丸紅はもともと山一と同じ芙蓉グループです。山一證券が開いた銀行・損保・商社向け合同研修(10日程度)で丸紅の外国為替ディーラーと一緒になったことがあります。銀行は山一主幹事の地銀が主でしたから、丸紅の存在は目立っていました。銀行・証券とは違う自由な雰囲気だし、着ていたのも金ボタンに紺のブレザーで颯爽としていましたね。

だから、いよいよ最大のライバルが現れた、と僕は緊張感とともに興奮したのを覚えています。とっさに考えました。〈ラーメンからミサイルまで〉何でも売ると豪語する大手商社相手に、何か一緒にビジネスはできないだろうか。しかも商社マンは意外とおカネに頓着しない。とはいえ、僕もファクタリングや証券化に忙しい日々で、商社とコラボする糸口を探しあぐねていたんです。そこに餌も撒かないのに向こうから獲物が飛び込んできた。しめた、と思いました。

もちろん、片岡氏はこの案件にとんだ爆弾が隠れていることなど気づいていませんでした。
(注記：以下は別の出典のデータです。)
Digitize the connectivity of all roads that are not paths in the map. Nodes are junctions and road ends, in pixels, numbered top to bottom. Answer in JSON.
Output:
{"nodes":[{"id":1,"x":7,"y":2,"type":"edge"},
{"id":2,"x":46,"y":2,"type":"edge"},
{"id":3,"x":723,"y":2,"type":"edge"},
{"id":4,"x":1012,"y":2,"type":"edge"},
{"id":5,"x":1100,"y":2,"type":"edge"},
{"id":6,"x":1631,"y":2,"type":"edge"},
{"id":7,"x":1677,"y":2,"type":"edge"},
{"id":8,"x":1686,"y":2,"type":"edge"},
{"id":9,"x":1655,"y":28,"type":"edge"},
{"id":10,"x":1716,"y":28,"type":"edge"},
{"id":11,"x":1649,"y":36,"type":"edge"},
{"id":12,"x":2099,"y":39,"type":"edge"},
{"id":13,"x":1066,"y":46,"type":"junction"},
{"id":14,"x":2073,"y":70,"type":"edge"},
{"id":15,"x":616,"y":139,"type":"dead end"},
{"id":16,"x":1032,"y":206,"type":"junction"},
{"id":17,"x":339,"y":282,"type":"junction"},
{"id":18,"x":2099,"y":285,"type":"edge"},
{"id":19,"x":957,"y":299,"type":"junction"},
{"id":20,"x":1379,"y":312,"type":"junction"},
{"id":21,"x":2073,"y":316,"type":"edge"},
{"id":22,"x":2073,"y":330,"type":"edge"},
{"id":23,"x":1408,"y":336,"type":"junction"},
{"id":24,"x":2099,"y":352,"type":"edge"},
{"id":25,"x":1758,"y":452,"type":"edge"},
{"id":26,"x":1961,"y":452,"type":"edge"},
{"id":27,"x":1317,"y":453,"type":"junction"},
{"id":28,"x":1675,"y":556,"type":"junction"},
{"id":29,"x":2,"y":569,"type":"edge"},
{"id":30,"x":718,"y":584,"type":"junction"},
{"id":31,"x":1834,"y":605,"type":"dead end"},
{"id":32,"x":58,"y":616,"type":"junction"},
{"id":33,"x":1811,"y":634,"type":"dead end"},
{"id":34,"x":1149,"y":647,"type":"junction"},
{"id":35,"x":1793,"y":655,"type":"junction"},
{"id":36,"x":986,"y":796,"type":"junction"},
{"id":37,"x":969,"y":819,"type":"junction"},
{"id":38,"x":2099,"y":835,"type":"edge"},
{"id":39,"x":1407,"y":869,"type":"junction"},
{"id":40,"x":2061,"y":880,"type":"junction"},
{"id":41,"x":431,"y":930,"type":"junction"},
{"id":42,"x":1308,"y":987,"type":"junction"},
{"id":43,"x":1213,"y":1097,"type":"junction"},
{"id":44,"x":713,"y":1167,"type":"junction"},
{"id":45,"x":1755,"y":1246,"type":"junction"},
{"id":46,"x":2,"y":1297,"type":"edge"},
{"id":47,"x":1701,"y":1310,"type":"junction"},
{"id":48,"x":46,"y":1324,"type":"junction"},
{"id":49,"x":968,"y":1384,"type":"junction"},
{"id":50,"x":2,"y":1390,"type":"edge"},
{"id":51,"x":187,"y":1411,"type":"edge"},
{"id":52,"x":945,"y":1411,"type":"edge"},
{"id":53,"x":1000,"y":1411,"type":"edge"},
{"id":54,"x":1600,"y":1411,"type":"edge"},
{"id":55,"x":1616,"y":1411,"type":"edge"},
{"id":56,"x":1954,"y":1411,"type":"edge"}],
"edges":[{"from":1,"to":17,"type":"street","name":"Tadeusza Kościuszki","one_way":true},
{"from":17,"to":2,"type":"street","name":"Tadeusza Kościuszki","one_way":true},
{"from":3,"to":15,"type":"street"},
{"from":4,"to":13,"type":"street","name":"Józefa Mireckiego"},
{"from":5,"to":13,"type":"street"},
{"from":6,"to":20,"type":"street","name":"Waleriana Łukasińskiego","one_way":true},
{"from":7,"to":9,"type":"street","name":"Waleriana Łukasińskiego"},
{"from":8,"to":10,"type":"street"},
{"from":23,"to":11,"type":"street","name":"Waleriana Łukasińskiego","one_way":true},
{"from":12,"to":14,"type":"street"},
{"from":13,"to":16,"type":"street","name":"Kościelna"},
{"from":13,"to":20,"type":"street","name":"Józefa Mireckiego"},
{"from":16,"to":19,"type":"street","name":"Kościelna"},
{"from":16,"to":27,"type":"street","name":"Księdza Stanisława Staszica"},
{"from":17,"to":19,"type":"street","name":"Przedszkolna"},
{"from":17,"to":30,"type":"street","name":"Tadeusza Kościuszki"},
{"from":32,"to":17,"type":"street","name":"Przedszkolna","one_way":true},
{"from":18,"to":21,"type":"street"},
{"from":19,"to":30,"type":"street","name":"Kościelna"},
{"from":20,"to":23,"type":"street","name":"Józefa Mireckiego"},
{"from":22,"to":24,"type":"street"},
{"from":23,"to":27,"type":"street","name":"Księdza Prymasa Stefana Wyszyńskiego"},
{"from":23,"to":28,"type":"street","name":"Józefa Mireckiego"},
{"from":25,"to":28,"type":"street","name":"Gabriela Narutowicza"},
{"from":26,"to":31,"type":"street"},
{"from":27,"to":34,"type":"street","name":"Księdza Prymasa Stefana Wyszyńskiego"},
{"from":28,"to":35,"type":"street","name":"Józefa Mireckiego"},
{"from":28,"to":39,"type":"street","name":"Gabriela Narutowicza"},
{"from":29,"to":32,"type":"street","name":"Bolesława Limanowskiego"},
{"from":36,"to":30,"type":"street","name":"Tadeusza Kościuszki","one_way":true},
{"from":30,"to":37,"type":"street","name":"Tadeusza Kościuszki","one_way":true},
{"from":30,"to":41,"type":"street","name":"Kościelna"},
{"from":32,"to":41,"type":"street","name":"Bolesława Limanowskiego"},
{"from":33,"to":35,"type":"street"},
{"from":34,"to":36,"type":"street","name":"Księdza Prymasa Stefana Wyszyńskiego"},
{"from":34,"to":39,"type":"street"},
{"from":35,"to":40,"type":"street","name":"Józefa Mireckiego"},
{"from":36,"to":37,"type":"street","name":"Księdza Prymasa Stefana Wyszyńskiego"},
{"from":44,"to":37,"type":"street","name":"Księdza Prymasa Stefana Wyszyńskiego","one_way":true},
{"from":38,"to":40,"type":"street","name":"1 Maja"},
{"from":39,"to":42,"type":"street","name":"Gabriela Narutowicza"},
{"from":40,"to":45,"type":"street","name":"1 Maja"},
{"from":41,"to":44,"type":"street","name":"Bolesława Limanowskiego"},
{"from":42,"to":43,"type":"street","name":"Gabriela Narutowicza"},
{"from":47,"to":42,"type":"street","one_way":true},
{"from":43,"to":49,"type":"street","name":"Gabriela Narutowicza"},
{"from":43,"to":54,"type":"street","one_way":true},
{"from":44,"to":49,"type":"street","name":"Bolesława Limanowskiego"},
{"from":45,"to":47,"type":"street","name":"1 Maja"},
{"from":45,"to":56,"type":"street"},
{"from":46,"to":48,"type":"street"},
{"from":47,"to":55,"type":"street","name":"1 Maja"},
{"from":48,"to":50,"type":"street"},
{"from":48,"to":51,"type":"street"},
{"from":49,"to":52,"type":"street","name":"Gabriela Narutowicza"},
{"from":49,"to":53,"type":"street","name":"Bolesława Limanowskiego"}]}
彼は奥さんが米国のグリーンカードを持ち、国内外を出たり入ったりと忙しい身で、この話は途切れかけたのですが、どういう経緯があってか連休明けに丸紅メディカルビジネス部の嘱託社員、山中譲氏がいきなり三田証券を訪ねてきたのです」

――そこから先は山中氏との直取引になったのですね。

ヤミ金並みの法外な利回り

「僕と松本茂氏が応対しました。それが丸紅案件の第1号なのですが、彼の提案はこうでした。

最初に投資家から一定の金額を、丸紅のゲートキーパー(門番)に拠出します。それに対して本体の丸紅株式会社から同時に〈買約証、請求請証、物品受領書〉なる書類を投資家に提供します。これらの書類には、資金拠出日から3カ月から半年後に〈記載金額を支払うことを丸紅株式会社が保証する〉と書かれていて、実質的には丸紅の債務保証を約束する内容でした。
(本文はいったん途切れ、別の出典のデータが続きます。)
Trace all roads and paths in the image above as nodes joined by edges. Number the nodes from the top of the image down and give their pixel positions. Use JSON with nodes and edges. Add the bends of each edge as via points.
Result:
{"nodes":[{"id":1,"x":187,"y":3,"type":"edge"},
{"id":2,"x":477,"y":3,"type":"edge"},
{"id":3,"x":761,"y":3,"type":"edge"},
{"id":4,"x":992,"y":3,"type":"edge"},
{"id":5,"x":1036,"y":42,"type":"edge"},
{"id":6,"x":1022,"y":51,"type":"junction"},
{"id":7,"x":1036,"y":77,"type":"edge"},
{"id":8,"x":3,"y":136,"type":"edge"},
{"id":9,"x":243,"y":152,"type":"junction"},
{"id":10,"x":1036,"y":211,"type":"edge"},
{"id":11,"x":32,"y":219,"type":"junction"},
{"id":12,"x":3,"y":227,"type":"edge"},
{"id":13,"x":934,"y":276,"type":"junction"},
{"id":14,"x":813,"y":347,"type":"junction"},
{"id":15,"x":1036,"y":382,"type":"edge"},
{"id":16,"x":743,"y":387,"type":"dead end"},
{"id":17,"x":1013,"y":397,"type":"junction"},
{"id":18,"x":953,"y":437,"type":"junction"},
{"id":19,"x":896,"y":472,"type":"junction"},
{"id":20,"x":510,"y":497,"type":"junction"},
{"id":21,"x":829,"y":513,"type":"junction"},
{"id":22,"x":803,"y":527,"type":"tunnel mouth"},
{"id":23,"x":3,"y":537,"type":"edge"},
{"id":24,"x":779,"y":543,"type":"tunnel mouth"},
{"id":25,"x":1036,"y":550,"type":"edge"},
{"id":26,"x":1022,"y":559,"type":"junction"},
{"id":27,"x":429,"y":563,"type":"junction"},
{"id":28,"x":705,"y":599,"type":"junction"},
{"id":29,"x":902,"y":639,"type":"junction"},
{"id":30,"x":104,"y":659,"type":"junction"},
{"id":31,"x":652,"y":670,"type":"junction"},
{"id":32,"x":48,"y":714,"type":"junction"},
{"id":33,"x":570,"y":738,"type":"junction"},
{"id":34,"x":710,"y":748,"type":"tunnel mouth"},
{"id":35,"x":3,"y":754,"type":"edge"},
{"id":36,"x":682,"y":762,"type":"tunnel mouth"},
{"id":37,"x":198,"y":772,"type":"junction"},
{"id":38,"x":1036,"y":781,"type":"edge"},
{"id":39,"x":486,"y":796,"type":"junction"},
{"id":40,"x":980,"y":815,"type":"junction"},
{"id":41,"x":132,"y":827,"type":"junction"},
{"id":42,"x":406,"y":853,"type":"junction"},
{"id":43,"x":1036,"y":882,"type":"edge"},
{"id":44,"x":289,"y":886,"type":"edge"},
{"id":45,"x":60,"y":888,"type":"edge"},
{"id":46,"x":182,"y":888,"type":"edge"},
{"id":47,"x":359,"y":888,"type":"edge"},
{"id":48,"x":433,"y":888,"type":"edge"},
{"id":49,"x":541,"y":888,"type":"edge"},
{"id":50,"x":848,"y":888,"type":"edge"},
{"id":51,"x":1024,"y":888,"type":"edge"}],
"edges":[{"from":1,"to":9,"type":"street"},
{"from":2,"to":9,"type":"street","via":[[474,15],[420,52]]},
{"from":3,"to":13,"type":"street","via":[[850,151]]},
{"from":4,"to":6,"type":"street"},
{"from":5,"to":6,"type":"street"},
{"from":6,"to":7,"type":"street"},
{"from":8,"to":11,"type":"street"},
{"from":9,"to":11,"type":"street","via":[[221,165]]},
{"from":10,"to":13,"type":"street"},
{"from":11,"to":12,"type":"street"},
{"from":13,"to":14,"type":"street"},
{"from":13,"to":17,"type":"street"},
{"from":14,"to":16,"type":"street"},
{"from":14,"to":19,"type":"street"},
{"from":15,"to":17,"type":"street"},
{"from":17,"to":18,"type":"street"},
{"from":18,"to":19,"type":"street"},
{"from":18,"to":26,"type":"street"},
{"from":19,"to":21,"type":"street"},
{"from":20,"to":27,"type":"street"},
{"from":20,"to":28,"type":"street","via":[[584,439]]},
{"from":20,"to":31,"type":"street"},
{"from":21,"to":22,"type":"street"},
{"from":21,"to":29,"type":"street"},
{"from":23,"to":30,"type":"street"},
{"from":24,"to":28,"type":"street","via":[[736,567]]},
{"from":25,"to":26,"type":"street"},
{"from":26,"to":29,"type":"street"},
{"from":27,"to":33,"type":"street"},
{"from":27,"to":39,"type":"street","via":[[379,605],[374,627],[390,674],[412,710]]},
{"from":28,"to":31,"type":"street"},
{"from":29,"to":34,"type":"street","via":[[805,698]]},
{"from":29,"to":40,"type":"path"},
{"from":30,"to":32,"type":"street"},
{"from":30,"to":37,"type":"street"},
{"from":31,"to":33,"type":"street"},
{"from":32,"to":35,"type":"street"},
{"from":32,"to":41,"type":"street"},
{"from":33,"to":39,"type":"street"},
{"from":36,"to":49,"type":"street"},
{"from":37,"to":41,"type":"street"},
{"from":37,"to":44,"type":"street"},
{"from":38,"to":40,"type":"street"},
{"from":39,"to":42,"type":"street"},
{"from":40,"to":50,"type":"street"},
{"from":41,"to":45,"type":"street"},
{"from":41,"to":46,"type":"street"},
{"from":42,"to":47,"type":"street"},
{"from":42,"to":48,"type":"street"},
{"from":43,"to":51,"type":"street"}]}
――ちょっと待ってください。金融で言う〈ゲートキーパー〉とは何ですか。

「一般には、機関投資家のために組み入れ対象のファンドの選択や配分比率などを助言する専門家のことですが、ここでは丸紅山中氏の“身代わり”とみていいかもしれません。第1号案件では05年に開院する予定の順天堂大学医学部付属練馬病院が導入する医療機器の債権で、ゲートキーパーは川上土地建物、投資家にあたるのは三田証券自身でした。まず三田証券と川上土地建物が金銭消費貸借契約を結び、04年6月30日に3億1000万円を貸し付け、返済期日は3カ月後の9月28日、返済金額は3億4650万円で、年利47%という高利になります。
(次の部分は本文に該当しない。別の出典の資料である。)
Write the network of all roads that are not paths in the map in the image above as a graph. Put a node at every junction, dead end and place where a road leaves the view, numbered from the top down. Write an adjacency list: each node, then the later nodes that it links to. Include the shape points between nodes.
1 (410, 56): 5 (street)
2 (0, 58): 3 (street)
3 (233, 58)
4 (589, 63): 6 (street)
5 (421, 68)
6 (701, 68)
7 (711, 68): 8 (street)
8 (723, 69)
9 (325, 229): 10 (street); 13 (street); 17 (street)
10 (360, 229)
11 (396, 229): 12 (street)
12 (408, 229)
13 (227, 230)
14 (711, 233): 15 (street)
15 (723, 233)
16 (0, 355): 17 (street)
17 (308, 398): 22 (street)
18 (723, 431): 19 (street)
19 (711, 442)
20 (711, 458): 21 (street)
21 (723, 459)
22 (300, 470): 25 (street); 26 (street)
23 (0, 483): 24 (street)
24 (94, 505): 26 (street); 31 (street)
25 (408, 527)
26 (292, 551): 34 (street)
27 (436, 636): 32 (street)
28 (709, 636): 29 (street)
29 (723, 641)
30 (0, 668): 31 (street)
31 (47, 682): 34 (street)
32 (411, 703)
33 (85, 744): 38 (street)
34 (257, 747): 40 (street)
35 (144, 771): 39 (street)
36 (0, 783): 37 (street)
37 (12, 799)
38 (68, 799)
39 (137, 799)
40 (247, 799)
しかし貸付契約だと、出資法や利息制限法の上限を超える金利となるため、出資に対する見返りとして〈納品請求受領書〉が丸紅本体から発行される、というのです。しかも利息制限法を上回る分は、三田証券とアドバイザリー(顧問)契約を結んで支払われることになります。そして〈この取引は丸紅株式会社の一般債務として計上されている〉と山中氏は説明しました」

――なんと47%ですか。ヤミ金融並みの法外な利回りですね。

「その後、第2号案件が持ち込まれます。第2号では横浜スバル関連の債権で、ゲートキーパーは株式会社ジーフォルムでした。金銭消費貸借契約を結んだ三田証券は、04年10月25日に1億3500万円の貸付を行い、返済期限は2カ月後の12月15日で、返済金額は1億5750万円、年利は119%に達します。これも利息制限法の上限超過分はアドバイザリー料になりました」

――119%?とんでもない暴利ですよ。資金繰りにアップアップの瀬戸際企業ならいざ知らず、上場企業の丸紅にはコマーシャルペーパーでも何でも短期資金を調達できる手段があるのに、そんな高利のカネを必要とするはずがないのでは?

「そこがファクタリング(債権買い取り業務)のうま味であることは間違いありません。証券会社には、上限金利を超過した分をフィー(手数料)収入で得る便法がありましたから。

僕が取締役会に対し〈丸紅案件に取り組むべきだ〉と提案した理由の一つは、丸紅社員の肩書を持つ山中氏からの積極的な働きかけがあったからです。もちろん、リベートなんかもらっていません。経営企画室の事業はうまく回っていましたから、無理する必要はなかった。とはいえ、さすがに三田証券の自己資金を投じることになるので、取締役会でも異論が噴き出し、最初に下した結論は〈没〉でした。

理由はアバターさんの危惧と同じです。大きく言って二つありました。第一に、なぜ3億円などといった半端な資金を、丸紅メディカルビジネス部が中心となって調達しなければならないのか。裏返せば、丸紅本体の財務から3億円を充当してもらえれば、それで済むことではないのか。

第二に、リターンが大き過ぎることです。証券会社として、この取引の形態を単純化すれば貸金になります。出資法・利息制限法を上回りかねない利息を支払ってまで、丸紅が資金調達する必要があるのかということです。